> _DATA_:
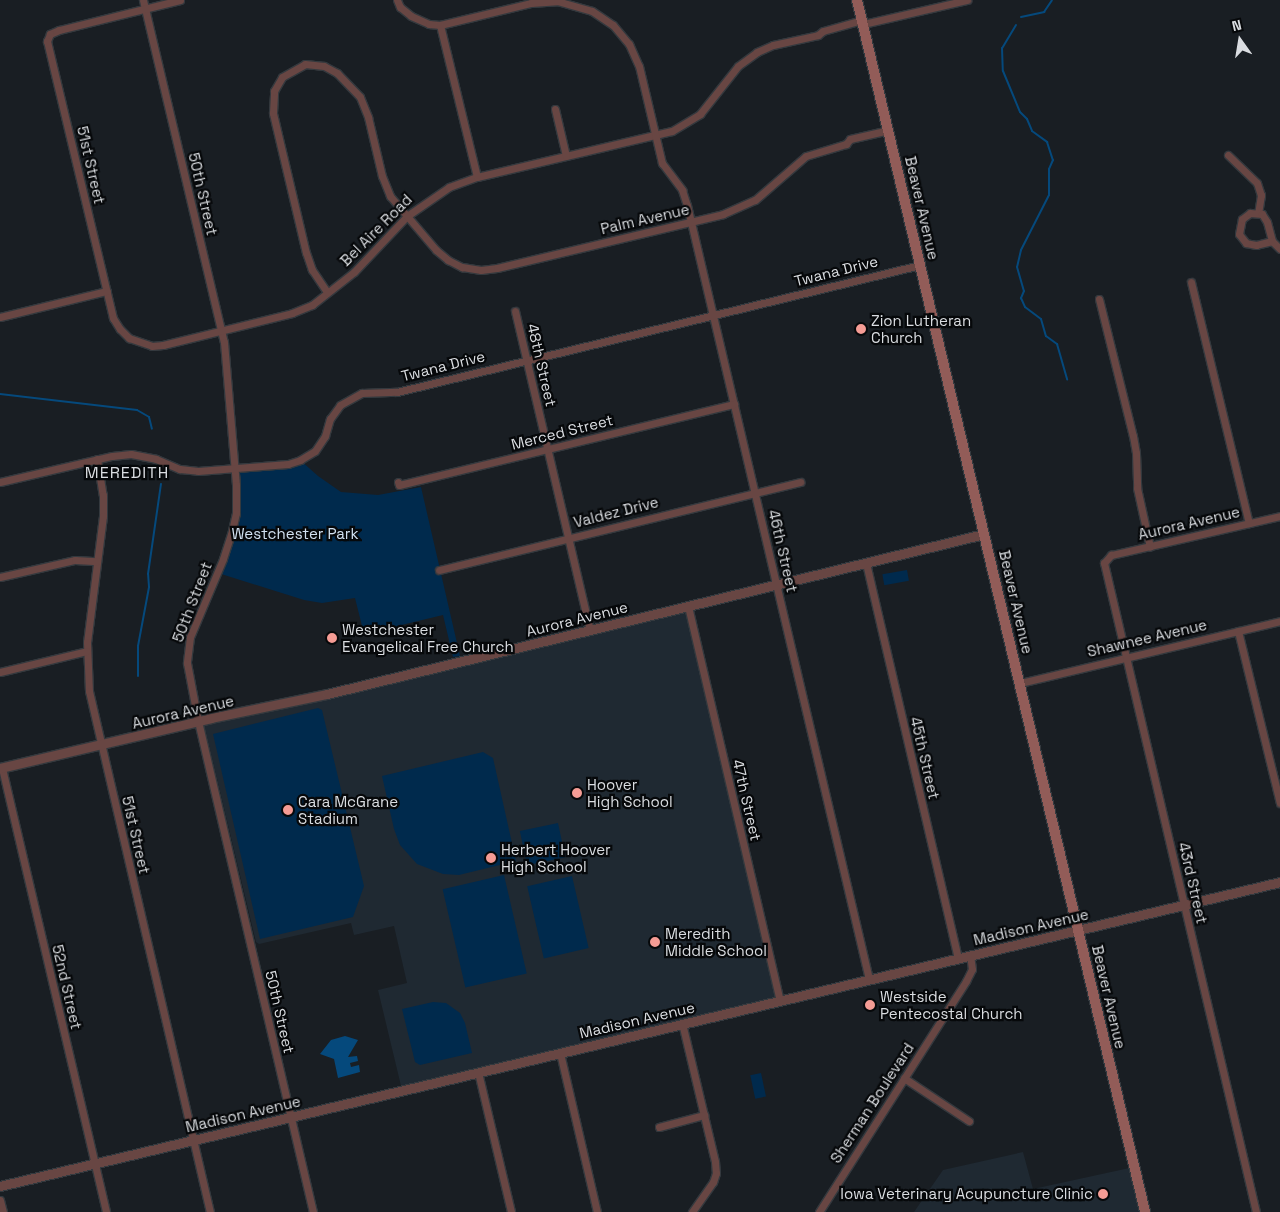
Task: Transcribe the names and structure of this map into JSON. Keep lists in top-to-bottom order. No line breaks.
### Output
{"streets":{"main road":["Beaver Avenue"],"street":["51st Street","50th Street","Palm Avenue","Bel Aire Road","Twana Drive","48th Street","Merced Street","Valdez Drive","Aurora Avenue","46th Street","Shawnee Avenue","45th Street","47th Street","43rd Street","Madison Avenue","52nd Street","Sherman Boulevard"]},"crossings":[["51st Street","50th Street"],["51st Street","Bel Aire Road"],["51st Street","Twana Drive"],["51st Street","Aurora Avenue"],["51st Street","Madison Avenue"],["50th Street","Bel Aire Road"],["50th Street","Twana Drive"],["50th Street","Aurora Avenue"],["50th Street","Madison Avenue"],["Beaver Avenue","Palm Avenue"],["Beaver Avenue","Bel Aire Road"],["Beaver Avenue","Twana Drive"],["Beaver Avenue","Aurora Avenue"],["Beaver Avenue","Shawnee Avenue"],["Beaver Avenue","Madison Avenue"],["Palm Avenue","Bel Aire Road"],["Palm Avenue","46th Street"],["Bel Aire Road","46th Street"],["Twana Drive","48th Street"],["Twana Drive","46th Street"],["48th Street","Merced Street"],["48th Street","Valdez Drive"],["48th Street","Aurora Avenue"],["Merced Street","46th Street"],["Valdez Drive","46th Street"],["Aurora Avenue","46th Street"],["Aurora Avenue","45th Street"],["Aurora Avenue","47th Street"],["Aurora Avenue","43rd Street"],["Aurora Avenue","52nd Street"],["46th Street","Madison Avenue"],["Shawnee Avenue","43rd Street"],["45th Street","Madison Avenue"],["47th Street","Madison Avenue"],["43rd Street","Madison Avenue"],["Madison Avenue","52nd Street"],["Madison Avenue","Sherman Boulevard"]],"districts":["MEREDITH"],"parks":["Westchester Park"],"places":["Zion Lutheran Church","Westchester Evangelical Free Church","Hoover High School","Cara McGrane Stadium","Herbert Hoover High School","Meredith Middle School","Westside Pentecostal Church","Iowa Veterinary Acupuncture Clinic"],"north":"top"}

> _WHAT IS REQUIRED_: Output the material above word for word. Leave out its images.

> _FINISHED EXERCISE_:
Task: Transcribe the names and structure of this map into JSON. Keep lists in top-to-bottom order. No line breaks.
### Output
{"streets":{"main road":["Beaver Avenue"],"street":["51st Street","50th Street","Palm Avenue","Bel Aire Road","Twana Drive","48th Street","Merced Street","Valdez Drive","Aurora Avenue","46th Street","Shawnee Avenue","45th Street","47th Street","43rd Street","Madison Avenue","52nd Street","Sherman Boulevard"]},"crossings":[["51st Street","50th Street"],["51st Street","Bel Aire Road"],["51st Street","Twana Drive"],["51st Street","Aurora Avenue"],["51st Street","Madison Avenue"],["50th Street","Bel Aire Road"],["50th Street","Twana Drive"],["50th Street","Aurora Avenue"],["50th Street","Madison Avenue"],["Beaver Avenue","Palm Avenue"],["Beaver Avenue","Bel Aire Road"],["Beaver Avenue","Twana Drive"],["Beaver Avenue","Aurora Avenue"],["Beaver Avenue","Shawnee Avenue"],["Beaver Avenue","Madison Avenue"],["Palm Avenue","Bel Aire Road"],["Palm Avenue","46th Street"],["Bel Aire Road","46th Street"],["Twana Drive","48th Street"],["Twana Drive","46th Street"],["48th Street","Merced Street"],["48th Street","Valdez Drive"],["48th Street","Aurora Avenue"],["Merced Street","46th Street"],["Valdez Drive","46th Street"],["Aurora Avenue","46th Street"],["Aurora Avenue","45th Street"],["Aurora Avenue","47th Street"],["Aurora Avenue","43rd Street"],["Aurora Avenue","52nd Street"],["46th Street","Madison Avenue"],["Shawnee Avenue","43rd Street"],["45th Street","Madison Avenue"],["47th Street","Madison Avenue"],["43rd Street","Madison Avenue"],["Madison Avenue","52nd Street"],["Madison Avenue","Sherman Boulevard"]],"districts":["MEREDITH"],"parks":["Westchester Park"],"places":["Zion Lutheran Church","Westchester Evangelical Free Church","Hoover High School","Cara McGrane Stadium","Herbert Hoover High School","Meredith Middle School","Westside Pentecostal Church","Iowa Veterinary Acupuncture Clinic"],"north":"top"}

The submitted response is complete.